De esta manera, cada hijo entra en el mundo con
unas posibilidades casi ilimitadas, lo que permitirá que el quinto hijo de un
matrimonio llegue un día a descubrir un nuevo sistema de producir agua dulce
desde el agua del mar. También permitirá, por desgracia, que otro hijo
construya fábricas que contaminen el ambiente, o provoque guerras en las que se
usen armas químicas...
Por eso, a la hora de pensar en cuántos hijos “debería” tener una pareja no basta con sopesar en
qué influirá este posible nuevo hijo en el ambiente, sino en las maneras
concretas en las que vivirá, maneras que permitirán mejorar las cosas (si vive
ecológicamente) o empeorarlas (si actúa esclavizado por el consumismo y las
ambiciones egoístas).
Un último aspecto a considerar va más allá de lo
simplemente terrestre. Un hijo empieza a existir en la Tierra, pero está
llamado a una vida eterna. Es a la luz de esa vida eterna que cada existencia
tiene un valor incalculable. Sea rico o pobre, sano o enfermo, de una raza o de
otra, su existencia está en relación directa con Dios.
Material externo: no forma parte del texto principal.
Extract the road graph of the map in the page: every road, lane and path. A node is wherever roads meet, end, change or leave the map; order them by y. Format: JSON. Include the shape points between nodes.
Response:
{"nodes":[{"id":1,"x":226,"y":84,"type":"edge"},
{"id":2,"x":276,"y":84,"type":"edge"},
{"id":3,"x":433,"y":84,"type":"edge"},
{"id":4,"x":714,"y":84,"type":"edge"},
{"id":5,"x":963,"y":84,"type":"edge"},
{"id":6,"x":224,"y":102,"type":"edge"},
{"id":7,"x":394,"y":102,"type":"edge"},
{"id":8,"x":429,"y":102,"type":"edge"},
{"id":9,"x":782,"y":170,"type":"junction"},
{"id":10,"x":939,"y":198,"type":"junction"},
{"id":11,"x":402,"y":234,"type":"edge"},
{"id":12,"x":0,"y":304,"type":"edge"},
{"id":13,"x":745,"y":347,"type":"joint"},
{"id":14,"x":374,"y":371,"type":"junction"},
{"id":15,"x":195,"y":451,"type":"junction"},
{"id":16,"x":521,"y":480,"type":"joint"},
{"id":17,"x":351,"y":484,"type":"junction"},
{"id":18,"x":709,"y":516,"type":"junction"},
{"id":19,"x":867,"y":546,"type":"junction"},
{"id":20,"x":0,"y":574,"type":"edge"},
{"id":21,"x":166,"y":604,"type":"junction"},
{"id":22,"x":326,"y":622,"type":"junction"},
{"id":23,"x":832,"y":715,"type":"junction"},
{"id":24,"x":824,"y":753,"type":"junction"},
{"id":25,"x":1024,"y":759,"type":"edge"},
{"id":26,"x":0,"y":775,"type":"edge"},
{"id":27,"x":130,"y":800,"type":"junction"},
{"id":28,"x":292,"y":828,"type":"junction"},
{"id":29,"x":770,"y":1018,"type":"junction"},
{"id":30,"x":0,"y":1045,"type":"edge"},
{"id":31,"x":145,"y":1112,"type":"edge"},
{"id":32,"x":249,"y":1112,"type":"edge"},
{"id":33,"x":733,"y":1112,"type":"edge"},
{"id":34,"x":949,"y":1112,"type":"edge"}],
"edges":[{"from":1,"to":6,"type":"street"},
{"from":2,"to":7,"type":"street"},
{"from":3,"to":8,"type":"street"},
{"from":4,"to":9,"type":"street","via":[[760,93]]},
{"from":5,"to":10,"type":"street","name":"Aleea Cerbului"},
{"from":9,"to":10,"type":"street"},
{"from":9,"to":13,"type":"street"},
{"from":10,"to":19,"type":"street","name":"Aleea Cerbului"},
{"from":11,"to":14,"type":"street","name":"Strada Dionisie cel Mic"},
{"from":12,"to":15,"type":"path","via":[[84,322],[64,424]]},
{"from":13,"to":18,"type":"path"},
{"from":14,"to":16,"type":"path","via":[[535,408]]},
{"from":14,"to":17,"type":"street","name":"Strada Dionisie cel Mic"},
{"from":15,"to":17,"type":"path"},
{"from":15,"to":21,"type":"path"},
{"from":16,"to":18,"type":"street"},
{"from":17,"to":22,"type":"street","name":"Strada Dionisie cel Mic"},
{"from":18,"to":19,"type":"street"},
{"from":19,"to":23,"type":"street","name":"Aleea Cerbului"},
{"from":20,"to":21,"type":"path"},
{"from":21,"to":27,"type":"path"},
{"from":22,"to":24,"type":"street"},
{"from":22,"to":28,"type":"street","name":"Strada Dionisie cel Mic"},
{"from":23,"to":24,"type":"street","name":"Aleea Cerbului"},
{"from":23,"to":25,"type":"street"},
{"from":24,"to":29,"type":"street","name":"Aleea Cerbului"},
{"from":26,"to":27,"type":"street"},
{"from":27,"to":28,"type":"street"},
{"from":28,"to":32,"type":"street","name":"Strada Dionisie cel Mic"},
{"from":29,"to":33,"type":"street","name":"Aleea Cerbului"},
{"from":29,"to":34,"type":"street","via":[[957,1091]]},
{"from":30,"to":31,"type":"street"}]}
Por eso, optar por no tener hijos por miedo a
que provoquen un posible y no muy claro daño el ambiente es caer en un
reduccionismo que no ve que cada vida vale por sí misma, aunque camine por una
ciudad llena de smog o no consiga los alimentos necesarios para lograr una
dieta equilibrada.
Tener en cuenta estos aspectos ayuda a reconocer
la complejidad de las dimensiones que están en juego. En cambio, pensar que con
menos hijos mejorará la salud del planeta resulta simplista y, en ocasiones,
implica una alianza con mentalidades antinatalistas denunciadas por el Papa
Francisco en la encíclica “Laudato si”.
En concreto, y así terminamos estas líneas, son
de especial interés las siguientes reflexiones de la encíclica apenas citada:
“En lugar de resolver los
problemas de los pobres y de pensar en un mundo diferente, algunos atinan sólo
a proponer una reducción de la natalidad. No faltan presiones internacionales a
los países en desarrollo, condicionando ayudas económicas a ciertas políticas de
«salud reproductiva». Pero, «si bien es cierto que la desigual distribución de
la población y de los recursos disponibles crean obstáculos al desarrollo y al
uso sostenible del ambiente, debe reconocerse que el crecimiento demográfico es
plenamente compatible con un desarrollo integral y solidario». Culpar al
aumento de la población y no al consumismo extremo y selectivo de algunos es un
modo de no enfrentar los problemas. Se pretende legitimar así el modelo
distributivo actual, donde una minoría se cree con el derecho de consumir en
una proporción que sería imposible generalizar, porque el planeta no podría ni
siquiera contener los residuos de semejante consumo. Además, sabemos que se
desperdicia aproximadamente un tercio de los alimentos que se producen, y «el
alimento que se desecha es como si se robara de la mesa del pobre». De
cualquier manera, es cierto que hay que prestar atención al desequilibrio en la
distribución de la población sobre el territorio, tanto en el nivel nacional
como en el global, porque el aumento del consumo llevaría a situaciones
regionales complejas, por las combinaciones de problemas ligados a la
contaminación ambiental, al transporte, al tratamiento de residuos, a la
pérdida de recursos, a la calidad de vida” (Papa
Francisco, Laudato si', n. 50).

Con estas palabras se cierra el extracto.